* _ACTIVITY_: Reproduce the records below exactly, with nothing altered.

(Dataset entries)
──────
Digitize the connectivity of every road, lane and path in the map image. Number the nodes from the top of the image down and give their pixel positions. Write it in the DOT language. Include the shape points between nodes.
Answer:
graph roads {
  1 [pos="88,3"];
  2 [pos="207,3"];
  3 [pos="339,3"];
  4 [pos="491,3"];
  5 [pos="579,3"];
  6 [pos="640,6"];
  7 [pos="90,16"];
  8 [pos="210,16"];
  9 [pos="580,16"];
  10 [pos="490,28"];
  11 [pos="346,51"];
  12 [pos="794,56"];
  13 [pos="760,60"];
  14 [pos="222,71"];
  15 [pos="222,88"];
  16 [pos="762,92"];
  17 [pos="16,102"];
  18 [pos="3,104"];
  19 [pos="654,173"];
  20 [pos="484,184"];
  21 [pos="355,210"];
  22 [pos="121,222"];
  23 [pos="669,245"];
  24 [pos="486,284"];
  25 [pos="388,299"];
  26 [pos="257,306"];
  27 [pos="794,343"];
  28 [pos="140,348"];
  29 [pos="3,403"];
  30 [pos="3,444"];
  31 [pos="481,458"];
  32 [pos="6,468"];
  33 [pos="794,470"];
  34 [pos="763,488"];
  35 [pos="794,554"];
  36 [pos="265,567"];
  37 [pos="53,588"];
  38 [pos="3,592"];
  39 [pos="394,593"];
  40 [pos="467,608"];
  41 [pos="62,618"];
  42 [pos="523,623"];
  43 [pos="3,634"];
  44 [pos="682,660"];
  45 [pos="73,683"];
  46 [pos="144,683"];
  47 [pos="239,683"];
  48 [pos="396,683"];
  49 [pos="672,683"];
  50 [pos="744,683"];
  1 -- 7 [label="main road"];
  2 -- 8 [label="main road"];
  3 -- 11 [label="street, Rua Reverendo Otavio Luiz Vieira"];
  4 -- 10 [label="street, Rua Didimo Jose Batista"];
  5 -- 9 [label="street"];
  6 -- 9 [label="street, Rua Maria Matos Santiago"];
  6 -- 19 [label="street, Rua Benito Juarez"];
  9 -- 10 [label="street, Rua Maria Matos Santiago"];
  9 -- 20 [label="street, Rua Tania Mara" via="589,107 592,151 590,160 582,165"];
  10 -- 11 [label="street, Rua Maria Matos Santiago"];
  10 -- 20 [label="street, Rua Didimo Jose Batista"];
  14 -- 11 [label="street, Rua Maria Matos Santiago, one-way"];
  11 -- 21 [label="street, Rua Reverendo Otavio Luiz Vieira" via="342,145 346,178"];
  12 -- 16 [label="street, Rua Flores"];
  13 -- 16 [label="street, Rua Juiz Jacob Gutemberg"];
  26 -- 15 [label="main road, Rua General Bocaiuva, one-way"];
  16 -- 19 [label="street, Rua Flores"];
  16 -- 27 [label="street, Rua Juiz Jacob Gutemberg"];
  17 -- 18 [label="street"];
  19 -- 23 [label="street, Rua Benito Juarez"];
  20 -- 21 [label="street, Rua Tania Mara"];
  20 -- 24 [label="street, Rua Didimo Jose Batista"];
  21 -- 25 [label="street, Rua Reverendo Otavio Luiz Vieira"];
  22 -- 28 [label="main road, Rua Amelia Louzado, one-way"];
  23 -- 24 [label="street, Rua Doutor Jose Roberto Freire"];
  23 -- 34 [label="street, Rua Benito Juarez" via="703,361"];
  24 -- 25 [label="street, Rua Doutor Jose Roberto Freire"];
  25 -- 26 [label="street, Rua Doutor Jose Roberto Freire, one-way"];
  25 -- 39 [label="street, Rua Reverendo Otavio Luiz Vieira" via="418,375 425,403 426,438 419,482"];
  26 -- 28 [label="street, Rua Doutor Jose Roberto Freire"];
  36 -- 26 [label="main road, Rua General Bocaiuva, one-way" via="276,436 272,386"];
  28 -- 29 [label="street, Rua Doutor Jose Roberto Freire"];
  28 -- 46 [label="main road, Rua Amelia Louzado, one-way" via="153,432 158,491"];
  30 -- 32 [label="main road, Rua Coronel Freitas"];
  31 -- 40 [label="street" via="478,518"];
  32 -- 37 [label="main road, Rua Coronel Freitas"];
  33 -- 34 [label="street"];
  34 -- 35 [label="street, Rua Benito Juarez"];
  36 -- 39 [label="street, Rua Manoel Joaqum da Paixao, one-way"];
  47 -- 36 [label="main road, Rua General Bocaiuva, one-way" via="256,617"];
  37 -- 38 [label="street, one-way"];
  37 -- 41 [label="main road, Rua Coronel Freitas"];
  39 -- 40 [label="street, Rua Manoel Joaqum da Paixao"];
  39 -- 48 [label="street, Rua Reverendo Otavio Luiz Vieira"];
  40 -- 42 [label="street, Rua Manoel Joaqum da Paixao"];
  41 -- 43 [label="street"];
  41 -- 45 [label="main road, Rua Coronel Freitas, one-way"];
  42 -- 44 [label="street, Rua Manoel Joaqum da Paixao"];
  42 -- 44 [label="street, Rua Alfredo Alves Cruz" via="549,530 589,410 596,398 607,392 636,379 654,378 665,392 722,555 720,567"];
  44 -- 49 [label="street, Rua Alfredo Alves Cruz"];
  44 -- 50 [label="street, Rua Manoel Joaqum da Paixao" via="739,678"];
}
──────
* _OUTPUT BELOW_:
Digitize the connectivity of every road, lane and path in the map image. Number the nodes from the top of the image down and give their pixel positions. Write it in the DOT language. Include the shape points between nodes.
Answer:
graph roads {
  1 [pos="88,3"];
  2 [pos="207,3"];
  3 [pos="339,3"];
  4 [pos="491,3"];
  5 [pos="579,3"];
  6 [pos="640,6"];
  7 [pos="90,16"];
  8 [pos="210,16"];
  9 [pos="580,16"];
  10 [pos="490,28"];
  11 [pos="346,51"];
  12 [pos="794,56"];
  13 [pos="760,60"];
  14 [pos="222,71"];
  15 [pos="222,88"];
  16 [pos="762,92"];
  17 [pos="16,102"];
  18 [pos="3,104"];
  19 [pos="654,173"];
  20 [pos="484,184"];
  21 [pos="355,210"];
  22 [pos="121,222"];
  23 [pos="669,245"];
  24 [pos="486,284"];
  25 [pos="388,299"];
  26 [pos="257,306"];
  27 [pos="794,343"];
  28 [pos="140,348"];
  29 [pos="3,403"];
  30 [pos="3,444"];
  31 [pos="481,458"];
  32 [pos="6,468"];
  33 [pos="794,470"];
  34 [pos="763,488"];
  35 [pos="794,554"];
  36 [pos="265,567"];
  37 [pos="53,588"];
  38 [pos="3,592"];
  39 [pos="394,593"];
  40 [pos="467,608"];
  41 [pos="62,618"];
  42 [pos="523,623"];
  43 [pos="3,634"];
  44 [pos="682,660"];
  45 [pos="73,683"];
  46 [pos="144,683"];
  47 [pos="239,683"];
  48 [pos="396,683"];
  49 [pos="672,683"];
  50 [pos="744,683"];
  1 -- 7 [label="main road"];
  2 -- 8 [label="main road"];
  3 -- 11 [label="street, Rua Reverendo Otavio Luiz Vieira"];
  4 -- 10 [label="street, Rua Didimo Jose Batista"];
  5 -- 9 [label="street"];
  6 -- 9 [label="street, Rua Maria Matos Santiago"];
  6 -- 19 [label="street, Rua Benito Juarez"];
  9 -- 10 [label="street, Rua Maria Matos Santiago"];
  9 -- 20 [label="street, Rua Tania Mara" via="589,107 592,151 590,160 582,165"];
  10 -- 11 [label="street, Rua Maria Matos Santiago"];
  10 -- 20 [label="street, Rua Didimo Jose Batista"];
  14 -- 11 [label="street, Rua Maria Matos Santiago, one-way"];
  11 -- 21 [label="street, Rua Reverendo Otavio Luiz Vieira" via="342,145 346,178"];
  12 -- 16 [label="street, Rua Flores"];
  13 -- 16 [label="street, Rua Juiz Jacob Gutemberg"];
  26 -- 15 [label="main road, Rua General Bocaiuva, one-way"];
  16 -- 19 [label="street, Rua Flores"];
  16 -- 27 [label="street, Rua Juiz Jacob Gutemberg"];
  17 -- 18 [label="street"];
  19 -- 23 [label="street, Rua Benito Juarez"];
  20 -- 21 [label="street, Rua Tania Mara"];
  20 -- 24 [label="street, Rua Didimo Jose Batista"];
  21 -- 25 [label="street, Rua Reverendo Otavio Luiz Vieira"];
  22 -- 28 [label="main road, Rua Amelia Louzado, one-way"];
  23 -- 24 [label="street, Rua Doutor Jose Roberto Freire"];
  23 -- 34 [label="street, Rua Benito Juarez" via="703,361"];
  24 -- 25 [label="street, Rua Doutor Jose Roberto Freire"];
  25 -- 26 [label="street, Rua Doutor Jose Roberto Freire, one-way"];
  25 -- 39 [label="street, Rua Reverendo Otavio Luiz Vieira" via="418,375 425,403 426,438 419,482"];
  26 -- 28 [label="street, Rua Doutor Jose Roberto Freire"];
  36 -- 26 [label="main road, Rua General Bocaiuva, one-way" via="276,436 272,386"];
  28 -- 29 [label="street, Rua Doutor Jose Roberto Freire"];
  28 -- 46 [label="main road, Rua Amelia Louzado, one-way" via="153,432 158,491"];
  30 -- 32 [label="main road, Rua Coronel Freitas"];
  31 -- 40 [label="street" via="478,518"];
  32 -- 37 [label="main road, Rua Coronel Freitas"];
  33 -- 34 [label="street"];
  34 -- 35 [label="street, Rua Benito Juarez"];
  36 -- 39 [label="street, Rua Manoel Joaqum da Paixao, one-way"];
  47 -- 36 [label="main road, Rua General Bocaiuva, one-way" via="256,617"];
  37 -- 38 [label="street, one-way"];
  37 -- 41 [label="main road, Rua Coronel Freitas"];
  39 -- 40 [label="street, Rua Manoel Joaqum da Paixao"];
  39 -- 48 [label="street, Rua Reverendo Otavio Luiz Vieira"];
  40 -- 42 [label="street, Rua Manoel Joaqum da Paixao"];
  41 -- 43 [label="street"];
  41 -- 45 [label="main road, Rua Coronel Freitas, one-way"];
  42 -- 44 [label="street, Rua Manoel Joaqum da Paixao"];
  42 -- 44 [label="street, Rua Alfredo Alves Cruz" via="549,530 589,410 596,398 607,392 636,379 654,378 665,392 722,555 720,567"];
  44 -- 49 [label="street, Rua Alfredo Alves Cruz"];
  44 -- 50 [label="street, Rua Manoel Joaqum da Paixao" via="739,678"];
}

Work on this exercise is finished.